**Exercise goal:** Every line that contains the word "paths" is to be copied from the listing.

**Input:**

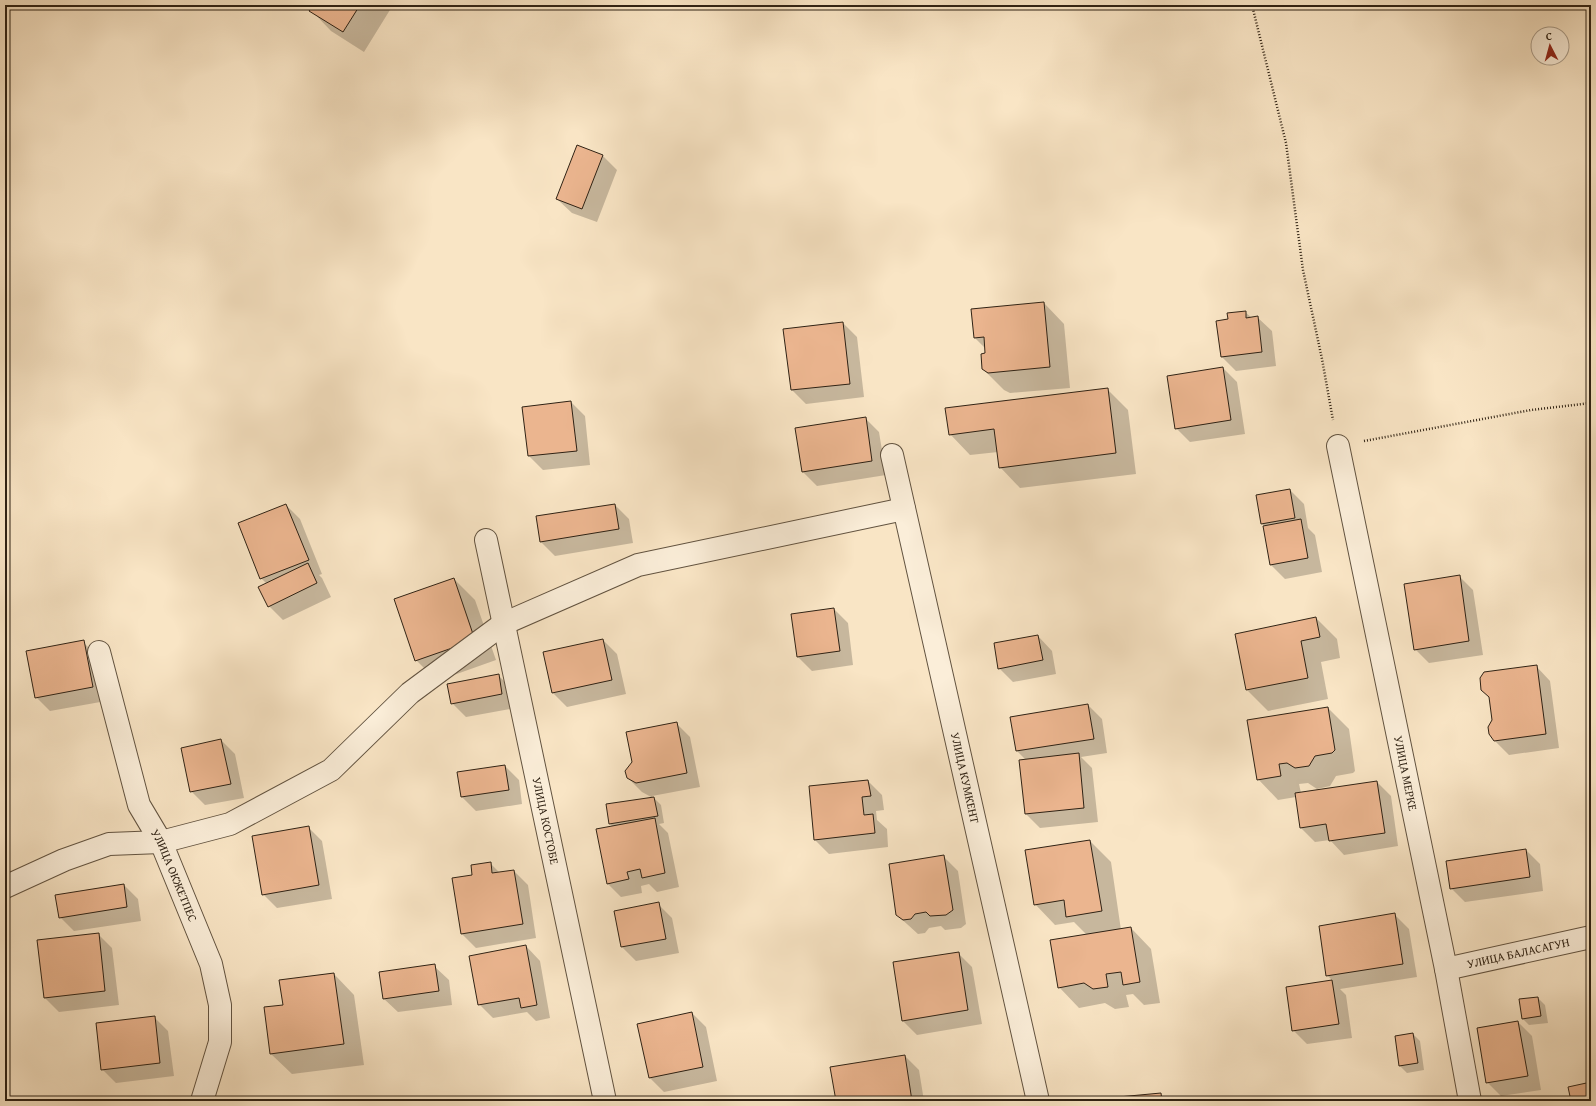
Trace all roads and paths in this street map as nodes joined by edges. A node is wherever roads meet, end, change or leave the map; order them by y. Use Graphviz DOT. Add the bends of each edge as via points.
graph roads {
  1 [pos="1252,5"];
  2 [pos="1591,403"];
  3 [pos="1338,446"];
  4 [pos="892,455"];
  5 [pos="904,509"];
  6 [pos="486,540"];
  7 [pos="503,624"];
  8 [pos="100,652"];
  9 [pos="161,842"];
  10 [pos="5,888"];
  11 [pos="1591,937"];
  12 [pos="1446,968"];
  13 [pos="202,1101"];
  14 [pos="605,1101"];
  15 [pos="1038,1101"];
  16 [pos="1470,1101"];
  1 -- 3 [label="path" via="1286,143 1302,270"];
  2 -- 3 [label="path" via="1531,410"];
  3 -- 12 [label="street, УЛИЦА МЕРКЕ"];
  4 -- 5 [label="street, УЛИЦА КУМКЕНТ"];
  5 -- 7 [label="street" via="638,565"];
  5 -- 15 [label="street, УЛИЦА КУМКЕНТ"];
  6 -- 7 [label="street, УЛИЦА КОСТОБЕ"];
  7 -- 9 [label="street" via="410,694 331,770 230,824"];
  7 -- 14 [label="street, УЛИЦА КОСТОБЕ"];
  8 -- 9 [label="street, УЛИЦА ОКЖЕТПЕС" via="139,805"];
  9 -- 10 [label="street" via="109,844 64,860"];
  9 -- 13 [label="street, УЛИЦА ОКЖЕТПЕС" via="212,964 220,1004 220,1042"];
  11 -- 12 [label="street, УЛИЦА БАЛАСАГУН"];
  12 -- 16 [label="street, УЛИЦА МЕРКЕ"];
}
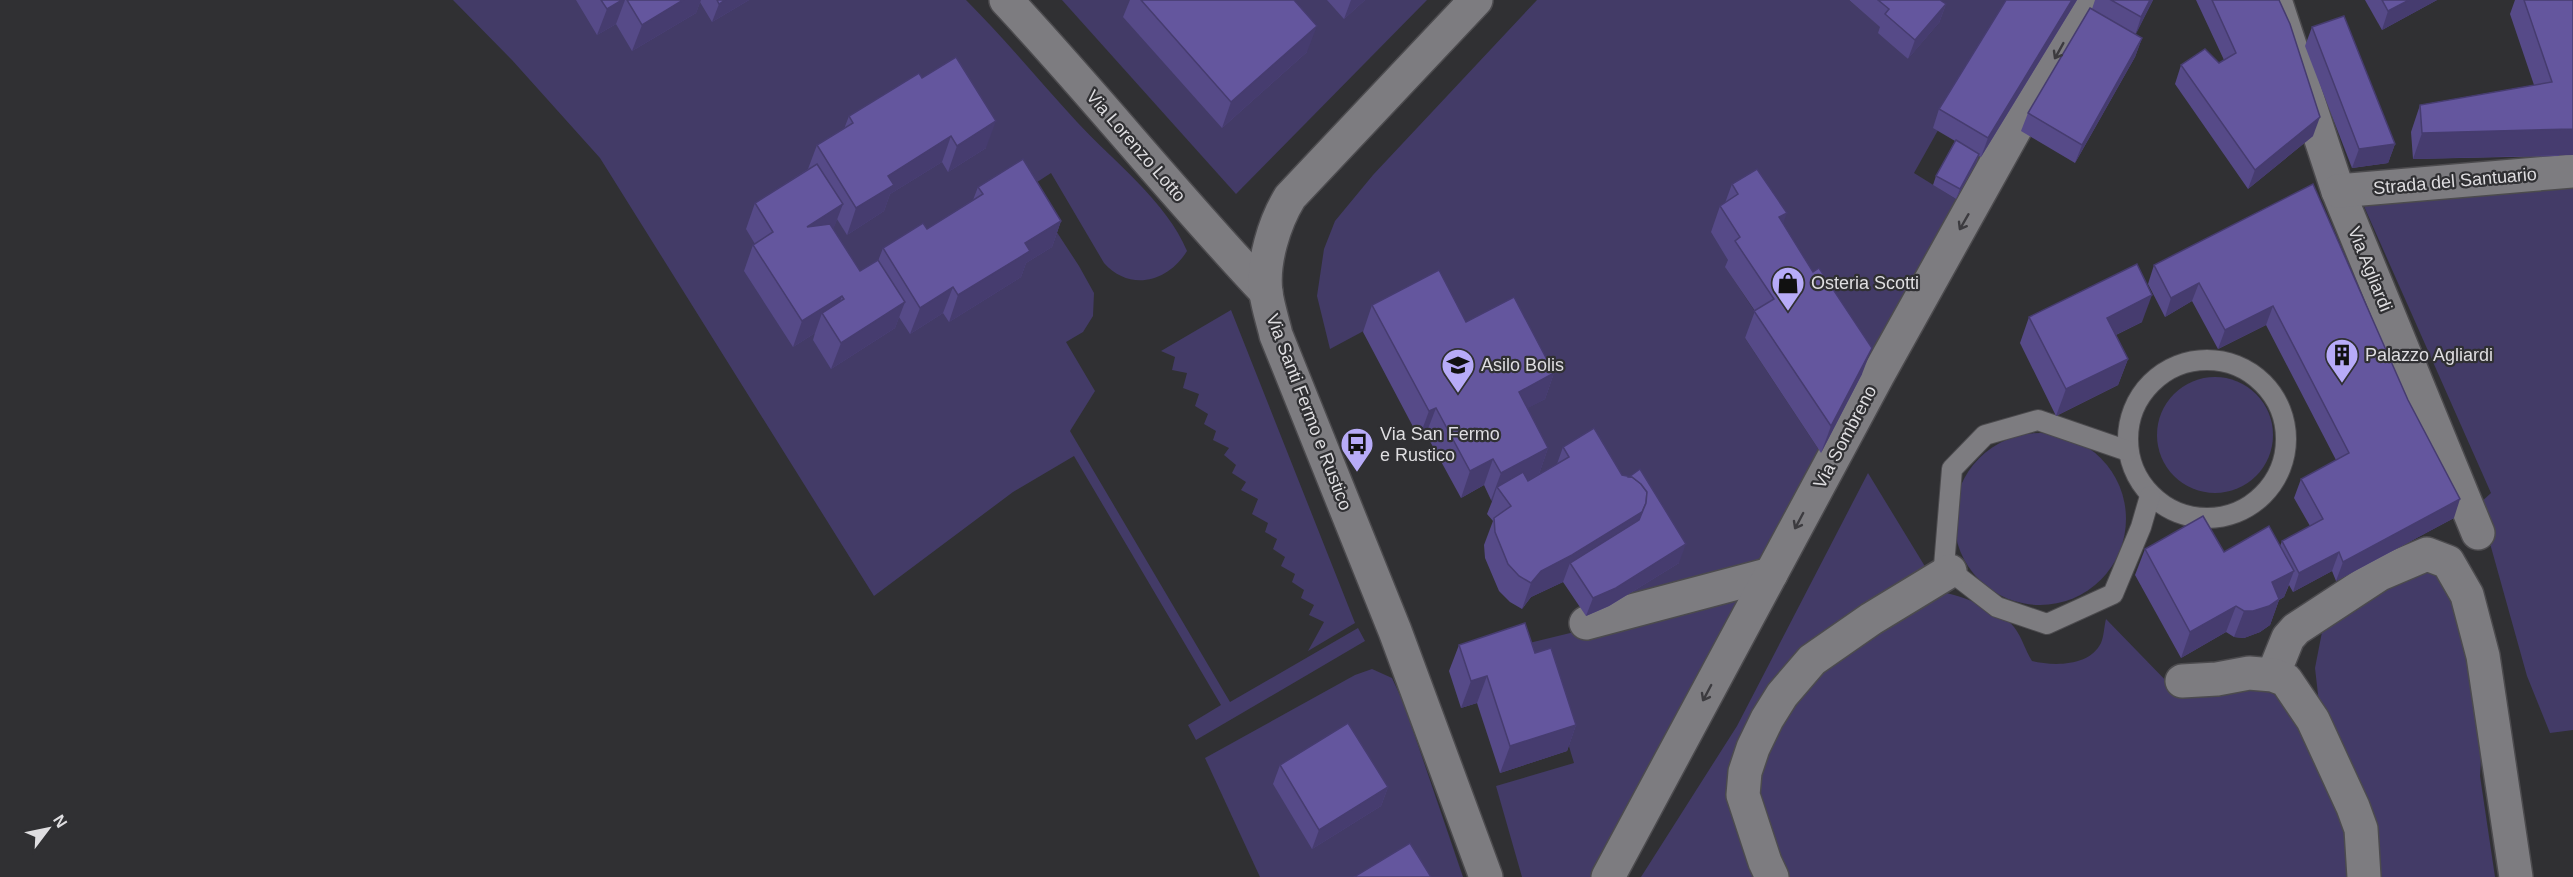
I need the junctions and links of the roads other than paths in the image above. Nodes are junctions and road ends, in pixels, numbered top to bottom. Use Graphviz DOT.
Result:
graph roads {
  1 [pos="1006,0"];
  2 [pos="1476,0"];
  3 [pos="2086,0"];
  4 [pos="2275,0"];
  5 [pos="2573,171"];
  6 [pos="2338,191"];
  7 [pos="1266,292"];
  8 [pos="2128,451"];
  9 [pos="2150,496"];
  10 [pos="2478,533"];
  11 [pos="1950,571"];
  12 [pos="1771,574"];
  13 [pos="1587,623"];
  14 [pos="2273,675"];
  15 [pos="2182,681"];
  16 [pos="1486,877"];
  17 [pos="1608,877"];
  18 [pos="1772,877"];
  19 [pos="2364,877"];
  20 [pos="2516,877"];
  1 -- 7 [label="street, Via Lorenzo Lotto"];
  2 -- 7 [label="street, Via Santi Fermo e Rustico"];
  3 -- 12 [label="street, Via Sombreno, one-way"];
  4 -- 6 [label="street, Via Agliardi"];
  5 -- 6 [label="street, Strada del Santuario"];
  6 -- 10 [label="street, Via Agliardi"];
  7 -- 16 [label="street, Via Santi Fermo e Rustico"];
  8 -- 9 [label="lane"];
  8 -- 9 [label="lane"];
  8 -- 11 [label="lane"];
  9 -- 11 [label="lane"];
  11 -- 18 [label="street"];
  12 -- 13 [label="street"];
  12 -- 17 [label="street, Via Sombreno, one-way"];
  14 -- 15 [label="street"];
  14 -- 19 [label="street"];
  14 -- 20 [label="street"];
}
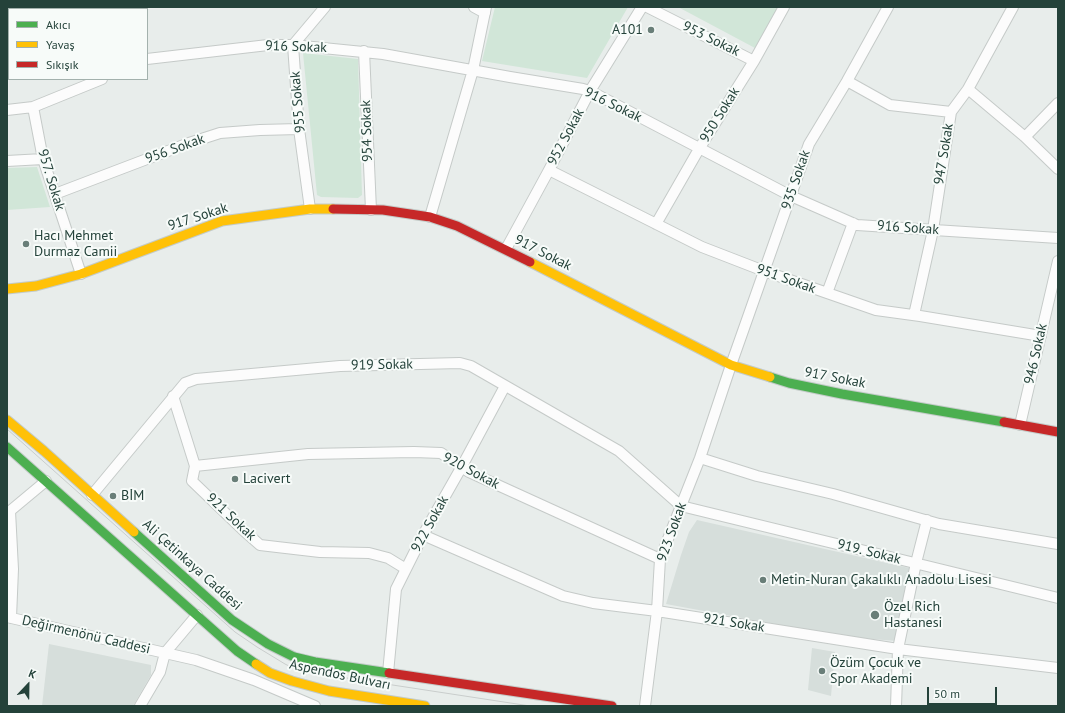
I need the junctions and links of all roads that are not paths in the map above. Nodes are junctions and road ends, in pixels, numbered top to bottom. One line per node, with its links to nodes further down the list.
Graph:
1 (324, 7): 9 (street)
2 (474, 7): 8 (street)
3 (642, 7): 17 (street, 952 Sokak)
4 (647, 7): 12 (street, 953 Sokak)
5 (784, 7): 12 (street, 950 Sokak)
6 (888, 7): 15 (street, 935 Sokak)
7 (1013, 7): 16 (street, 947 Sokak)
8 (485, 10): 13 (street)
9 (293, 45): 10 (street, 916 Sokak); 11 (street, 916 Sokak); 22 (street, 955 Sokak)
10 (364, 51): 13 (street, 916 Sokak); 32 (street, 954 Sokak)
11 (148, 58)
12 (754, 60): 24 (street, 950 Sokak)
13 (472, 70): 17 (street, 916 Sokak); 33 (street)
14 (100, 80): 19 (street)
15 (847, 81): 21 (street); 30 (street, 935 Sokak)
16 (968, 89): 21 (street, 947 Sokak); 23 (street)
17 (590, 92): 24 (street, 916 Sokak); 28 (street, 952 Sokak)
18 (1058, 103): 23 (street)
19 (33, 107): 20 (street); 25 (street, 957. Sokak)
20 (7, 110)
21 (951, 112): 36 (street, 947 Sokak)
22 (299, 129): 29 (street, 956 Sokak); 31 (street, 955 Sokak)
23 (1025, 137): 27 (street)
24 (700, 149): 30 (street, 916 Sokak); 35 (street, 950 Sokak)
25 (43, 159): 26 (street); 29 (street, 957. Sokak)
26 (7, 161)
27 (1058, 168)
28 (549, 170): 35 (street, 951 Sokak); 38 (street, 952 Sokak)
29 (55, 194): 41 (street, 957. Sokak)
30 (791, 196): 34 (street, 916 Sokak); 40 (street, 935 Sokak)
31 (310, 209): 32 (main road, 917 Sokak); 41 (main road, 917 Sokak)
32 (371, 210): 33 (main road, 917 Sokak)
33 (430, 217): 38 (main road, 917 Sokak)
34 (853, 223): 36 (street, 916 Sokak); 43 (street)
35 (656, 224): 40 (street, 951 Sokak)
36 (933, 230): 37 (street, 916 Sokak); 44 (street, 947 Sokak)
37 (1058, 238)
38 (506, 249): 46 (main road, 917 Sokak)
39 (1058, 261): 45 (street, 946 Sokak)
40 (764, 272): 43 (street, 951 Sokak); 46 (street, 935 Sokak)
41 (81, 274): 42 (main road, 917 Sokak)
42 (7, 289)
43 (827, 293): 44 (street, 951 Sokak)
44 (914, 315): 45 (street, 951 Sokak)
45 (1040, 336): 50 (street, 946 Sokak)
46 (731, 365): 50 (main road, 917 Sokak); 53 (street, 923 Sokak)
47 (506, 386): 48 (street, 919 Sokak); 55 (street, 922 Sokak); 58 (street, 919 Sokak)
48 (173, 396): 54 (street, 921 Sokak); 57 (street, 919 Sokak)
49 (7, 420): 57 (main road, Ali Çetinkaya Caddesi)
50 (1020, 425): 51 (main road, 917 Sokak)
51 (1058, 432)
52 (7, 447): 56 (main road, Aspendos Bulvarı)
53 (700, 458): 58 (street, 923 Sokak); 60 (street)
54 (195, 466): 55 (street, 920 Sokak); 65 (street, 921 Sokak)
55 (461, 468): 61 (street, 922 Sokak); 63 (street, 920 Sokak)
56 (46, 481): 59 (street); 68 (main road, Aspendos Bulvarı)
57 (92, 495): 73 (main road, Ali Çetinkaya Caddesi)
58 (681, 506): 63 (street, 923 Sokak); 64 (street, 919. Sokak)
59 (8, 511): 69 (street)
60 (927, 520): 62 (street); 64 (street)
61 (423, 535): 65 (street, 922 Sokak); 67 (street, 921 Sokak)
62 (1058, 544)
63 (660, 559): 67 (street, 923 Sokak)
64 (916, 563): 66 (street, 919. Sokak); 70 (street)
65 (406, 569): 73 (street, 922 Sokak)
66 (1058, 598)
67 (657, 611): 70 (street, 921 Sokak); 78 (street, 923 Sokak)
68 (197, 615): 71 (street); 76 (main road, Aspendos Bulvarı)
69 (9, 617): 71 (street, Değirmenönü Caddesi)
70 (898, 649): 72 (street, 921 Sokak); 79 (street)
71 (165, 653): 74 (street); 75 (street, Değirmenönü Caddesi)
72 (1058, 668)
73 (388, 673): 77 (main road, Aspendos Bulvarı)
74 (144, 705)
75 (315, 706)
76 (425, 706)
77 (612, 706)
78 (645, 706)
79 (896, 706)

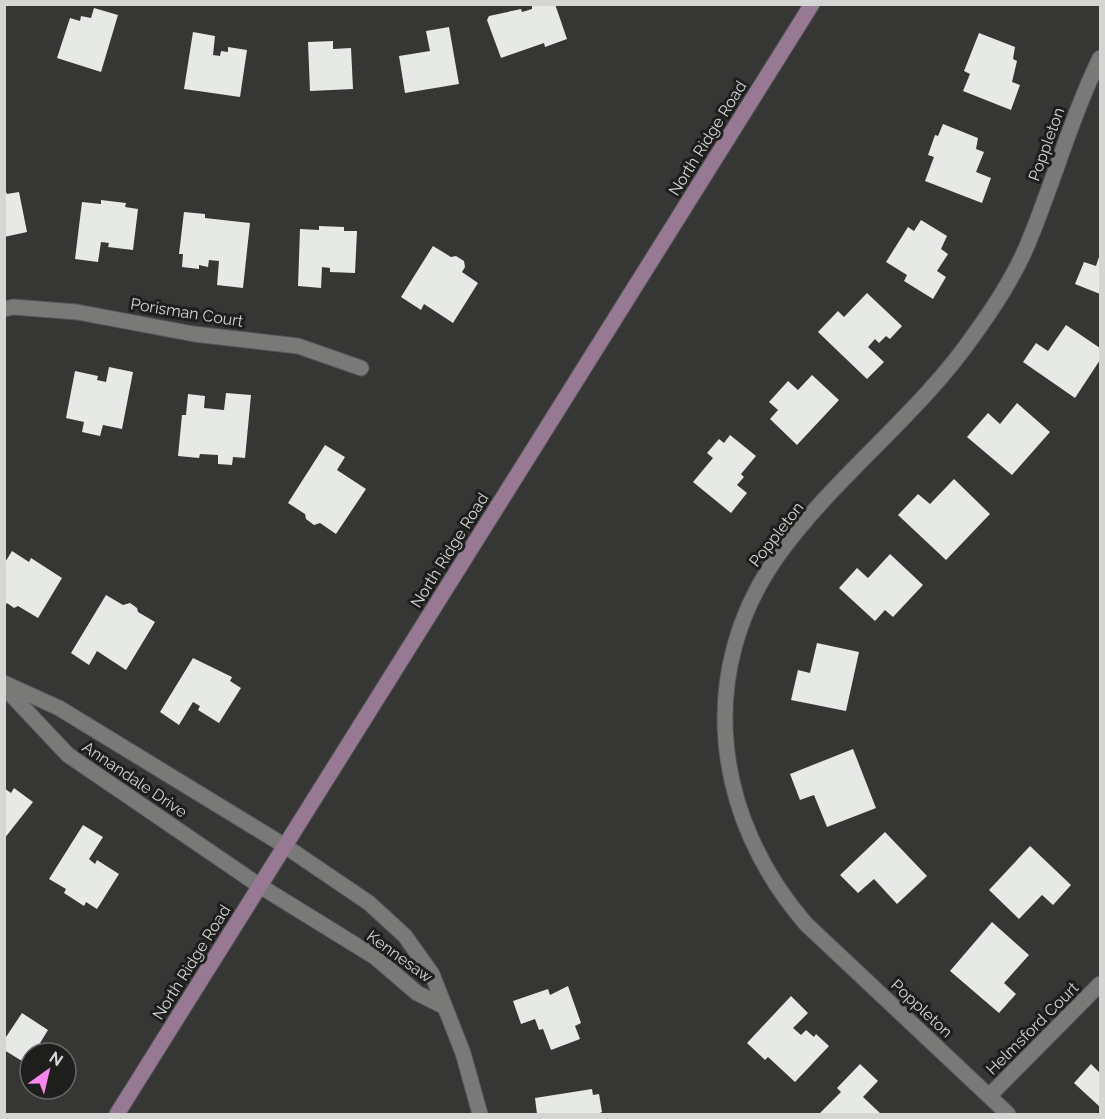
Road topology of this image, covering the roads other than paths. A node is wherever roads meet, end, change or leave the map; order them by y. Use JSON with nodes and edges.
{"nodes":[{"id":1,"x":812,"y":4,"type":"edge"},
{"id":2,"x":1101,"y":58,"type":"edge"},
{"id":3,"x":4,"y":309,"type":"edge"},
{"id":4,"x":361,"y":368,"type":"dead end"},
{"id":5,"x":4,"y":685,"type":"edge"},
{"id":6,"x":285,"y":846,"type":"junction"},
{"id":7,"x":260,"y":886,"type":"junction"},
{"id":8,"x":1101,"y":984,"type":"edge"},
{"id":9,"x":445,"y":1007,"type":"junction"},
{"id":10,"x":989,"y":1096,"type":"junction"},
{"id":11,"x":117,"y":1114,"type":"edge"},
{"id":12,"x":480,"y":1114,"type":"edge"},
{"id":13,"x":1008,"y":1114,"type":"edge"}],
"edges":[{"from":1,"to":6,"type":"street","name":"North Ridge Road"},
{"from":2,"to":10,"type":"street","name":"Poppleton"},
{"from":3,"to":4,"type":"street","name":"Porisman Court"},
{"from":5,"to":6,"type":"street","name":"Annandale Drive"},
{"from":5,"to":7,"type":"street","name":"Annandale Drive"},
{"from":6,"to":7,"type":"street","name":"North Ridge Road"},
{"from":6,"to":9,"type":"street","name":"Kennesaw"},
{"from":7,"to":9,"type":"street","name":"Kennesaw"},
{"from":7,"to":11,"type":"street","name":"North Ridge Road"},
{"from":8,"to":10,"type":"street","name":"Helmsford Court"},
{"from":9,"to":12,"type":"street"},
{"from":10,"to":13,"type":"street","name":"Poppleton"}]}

**Response box:**
Trace all roads and paths in this street map as nodes joined by edges. A node is wherever roads meet, end, change or leave the map; order them by y. Use Graphviz DOT. Add the bends of each edge as via points.
I need the junctions and links of the roads other than paths in the image above. Nodes are junctions and road ends, in pixels, numbered top to bottom. Use Graphviz DOT.
I need the junctions and links of all roads that are not paths in the map above. Nodes are junctions and road ends, in pixels, numbered top to bottom. One line per node, with its links to nodes further down the list.
Road topology of this image, covering the roads other than paths. A node is wherever roads meet, end, change or leave the map; order them by y. Use JSON with nodes and edges.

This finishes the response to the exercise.